Tanıdığımız pek çok muhterem hanımın doğacak çocuğuna yaptığım cinsiyet tahmini genelde tutmuştur. Hatta erkek çocuk bekleyen bir hanım için:
-Bu sefer Allah umduğuna kavuşturacak inşallah, dedim, arkadaşlar arasında, dudak büktüler. Doğumdan sonra baba tahminimin doğru çıktığını duyup “niye müjde vermedin hocam” deyince “gardaş, tahminim öyleydi ama gerçekleşmezse üzülürdün” dedim.
Neyse, şu kıssayı anlatmanın tam zamanı…
Zamanın birinde bir beldenin en zengin tüccarı ikinci hanımından da erkek çocuk sahibi olamamıştır. Hamile olan eşinin doğumu yaklaşınca:
- Bana müjde getireni abat edeceğim, der durur.

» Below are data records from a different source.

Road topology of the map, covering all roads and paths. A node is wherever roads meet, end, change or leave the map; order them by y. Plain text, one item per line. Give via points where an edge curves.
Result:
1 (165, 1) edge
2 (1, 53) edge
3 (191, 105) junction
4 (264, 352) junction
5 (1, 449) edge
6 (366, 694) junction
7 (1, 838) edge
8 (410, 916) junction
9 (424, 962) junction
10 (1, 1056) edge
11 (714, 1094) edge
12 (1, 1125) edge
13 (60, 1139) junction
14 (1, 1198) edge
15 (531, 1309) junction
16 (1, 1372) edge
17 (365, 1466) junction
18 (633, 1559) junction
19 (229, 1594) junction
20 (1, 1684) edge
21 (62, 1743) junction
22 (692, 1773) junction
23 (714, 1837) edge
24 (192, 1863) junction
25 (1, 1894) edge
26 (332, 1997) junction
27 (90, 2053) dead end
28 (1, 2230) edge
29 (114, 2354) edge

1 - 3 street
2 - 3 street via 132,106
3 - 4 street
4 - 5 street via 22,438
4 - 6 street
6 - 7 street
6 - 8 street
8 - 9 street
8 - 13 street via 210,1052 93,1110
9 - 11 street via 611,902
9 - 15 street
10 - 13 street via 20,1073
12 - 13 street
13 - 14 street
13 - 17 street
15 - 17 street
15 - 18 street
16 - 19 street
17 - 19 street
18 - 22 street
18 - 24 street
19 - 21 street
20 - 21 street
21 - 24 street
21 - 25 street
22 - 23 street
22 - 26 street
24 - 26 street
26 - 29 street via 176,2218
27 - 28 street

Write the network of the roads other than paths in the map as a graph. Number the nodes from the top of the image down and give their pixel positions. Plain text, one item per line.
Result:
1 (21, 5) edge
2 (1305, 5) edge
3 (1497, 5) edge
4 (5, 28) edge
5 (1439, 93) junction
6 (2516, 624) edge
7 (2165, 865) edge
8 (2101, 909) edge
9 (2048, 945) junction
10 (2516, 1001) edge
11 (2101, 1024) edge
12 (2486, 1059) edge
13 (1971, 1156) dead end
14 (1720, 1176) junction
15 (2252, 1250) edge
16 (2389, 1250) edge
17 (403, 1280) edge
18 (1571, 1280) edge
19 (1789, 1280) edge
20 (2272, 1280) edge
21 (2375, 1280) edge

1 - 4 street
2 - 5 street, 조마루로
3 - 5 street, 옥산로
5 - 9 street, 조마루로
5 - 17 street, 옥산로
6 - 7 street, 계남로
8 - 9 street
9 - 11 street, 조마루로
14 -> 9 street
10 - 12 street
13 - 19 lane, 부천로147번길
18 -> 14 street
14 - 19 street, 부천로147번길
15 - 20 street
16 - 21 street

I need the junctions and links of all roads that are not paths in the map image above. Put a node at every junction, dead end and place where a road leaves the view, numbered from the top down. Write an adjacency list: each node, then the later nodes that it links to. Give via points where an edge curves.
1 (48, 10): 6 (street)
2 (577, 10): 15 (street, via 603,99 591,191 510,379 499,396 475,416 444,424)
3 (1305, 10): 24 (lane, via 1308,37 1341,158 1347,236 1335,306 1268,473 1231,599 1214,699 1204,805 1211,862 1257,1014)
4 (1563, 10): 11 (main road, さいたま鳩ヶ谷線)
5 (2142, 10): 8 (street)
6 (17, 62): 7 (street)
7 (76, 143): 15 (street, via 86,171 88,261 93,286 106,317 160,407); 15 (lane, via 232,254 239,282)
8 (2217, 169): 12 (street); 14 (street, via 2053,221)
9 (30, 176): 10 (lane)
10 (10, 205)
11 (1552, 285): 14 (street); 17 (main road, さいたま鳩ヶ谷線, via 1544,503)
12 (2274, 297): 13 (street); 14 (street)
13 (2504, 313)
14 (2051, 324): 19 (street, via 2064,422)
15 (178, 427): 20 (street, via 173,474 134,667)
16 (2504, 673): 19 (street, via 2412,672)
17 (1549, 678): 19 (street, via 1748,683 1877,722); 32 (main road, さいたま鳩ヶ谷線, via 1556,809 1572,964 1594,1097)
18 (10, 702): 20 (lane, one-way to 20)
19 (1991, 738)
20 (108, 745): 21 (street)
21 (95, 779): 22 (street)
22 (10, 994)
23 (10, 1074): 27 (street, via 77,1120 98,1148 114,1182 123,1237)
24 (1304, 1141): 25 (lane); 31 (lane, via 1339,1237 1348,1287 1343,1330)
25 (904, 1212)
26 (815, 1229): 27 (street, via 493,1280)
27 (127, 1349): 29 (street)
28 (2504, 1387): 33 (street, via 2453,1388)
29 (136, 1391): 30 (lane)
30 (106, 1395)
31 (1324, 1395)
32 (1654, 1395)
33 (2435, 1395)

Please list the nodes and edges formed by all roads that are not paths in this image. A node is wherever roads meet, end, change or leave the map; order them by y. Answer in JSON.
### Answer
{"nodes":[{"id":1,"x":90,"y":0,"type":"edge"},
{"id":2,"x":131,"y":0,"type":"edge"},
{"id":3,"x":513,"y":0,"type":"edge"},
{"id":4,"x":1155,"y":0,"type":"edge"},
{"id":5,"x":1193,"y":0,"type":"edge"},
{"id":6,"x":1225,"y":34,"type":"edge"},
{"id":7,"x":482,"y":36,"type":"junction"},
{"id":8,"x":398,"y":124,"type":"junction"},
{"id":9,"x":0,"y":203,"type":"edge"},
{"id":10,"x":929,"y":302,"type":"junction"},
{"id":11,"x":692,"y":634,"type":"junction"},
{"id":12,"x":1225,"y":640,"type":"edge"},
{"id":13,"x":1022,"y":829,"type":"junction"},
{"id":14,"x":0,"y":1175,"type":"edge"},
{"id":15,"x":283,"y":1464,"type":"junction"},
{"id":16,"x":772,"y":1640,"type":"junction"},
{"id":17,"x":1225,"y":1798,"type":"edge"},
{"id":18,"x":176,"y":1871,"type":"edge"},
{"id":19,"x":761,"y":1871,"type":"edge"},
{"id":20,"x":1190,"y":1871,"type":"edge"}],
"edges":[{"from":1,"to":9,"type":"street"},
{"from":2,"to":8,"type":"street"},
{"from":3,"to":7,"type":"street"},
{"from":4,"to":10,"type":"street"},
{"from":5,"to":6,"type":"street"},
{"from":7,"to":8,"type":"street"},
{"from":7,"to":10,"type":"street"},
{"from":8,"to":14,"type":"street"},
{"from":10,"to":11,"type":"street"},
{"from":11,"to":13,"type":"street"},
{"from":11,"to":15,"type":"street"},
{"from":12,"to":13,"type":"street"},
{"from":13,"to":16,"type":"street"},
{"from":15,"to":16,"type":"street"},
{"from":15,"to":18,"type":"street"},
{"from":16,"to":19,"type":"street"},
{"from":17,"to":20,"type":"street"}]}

Bir garibanın yolu o beldeye düşer. Yiyecek ekmek, yatacak yer vermezler. Gider mezarlığa, sırtını verir bir taşa, uyuyakalır.
Tüccarın kervanı mezarlık kenarından geçerken uyanır gariban. Kalkarken, ayağı bir taşa takılır, düşer.
-Dirilerinizden ne gördüm ki ölülerinizden ne gereceğim… diye söylenmektedir. Kervanın reisi yaklaşır:
- Sen kiminle konuşuyordun demin, diye sorar.
- Mezardakilerle.
- Sen onlarla konuşuyorsun demek.
- Sakıncası mı var, dertleşmek de yasak mı?
Şaşırırlar kervandakiler. “Bu adam ermiş birine benziyor, eğer bebeğin cinsiyetini söylerse patron bizi de bunu da zengin eder” diye geçer aklından kervanbaşının:
- Gel sana yatacak yer verelim ama patronun eşi hamile. Bebeğin cinsiyetini bilirsen çok zengin oluruz, der.
Varırlar eve. Kadın birkaç tur atar ortada, garip yolcu açlığını düşünmektedir.
- Yorgunum, karnım aç. Dinlenirsem yarın daha sağlıklı tahminde bulunabilirim, deyince hemen karnı doyurulur. Tertemiz bir yatağa gömülürken gözü dalar…
Ertesi sabah bir şenliğe uyanır ki değme gitsin…
O gece doğum gerçekleşir. Biri erkek olmak üzere ikiz doğurur kadın.
Garip yolcu başını dövmeye başlar:
- Akşam şöyle yürüttüm kız gibi göründü, bu taraftan baktım erkek gördüm. O yüzden bilemedim demek. Tüh benim aklıma… Allah hayırlı etsin, gözünüz aydın, deyip izin ister yoluna devam etmek için.
Patron bırakır mı böyle akıllı adamı. Ona iş verir, yanında çalıştırır.
***
Şimdi o yabanlığı misyon edinmiş Ankaralı çiftin ikiz bebekleri olsaydı Atakule’nin rengi pembe mavi mi olurdu acaba?...
Böyle bir parti denk gelirse anlayın ki görgüsüzlüğü misyon edinmiş bir mirasyedinin çocuğu olacaktır.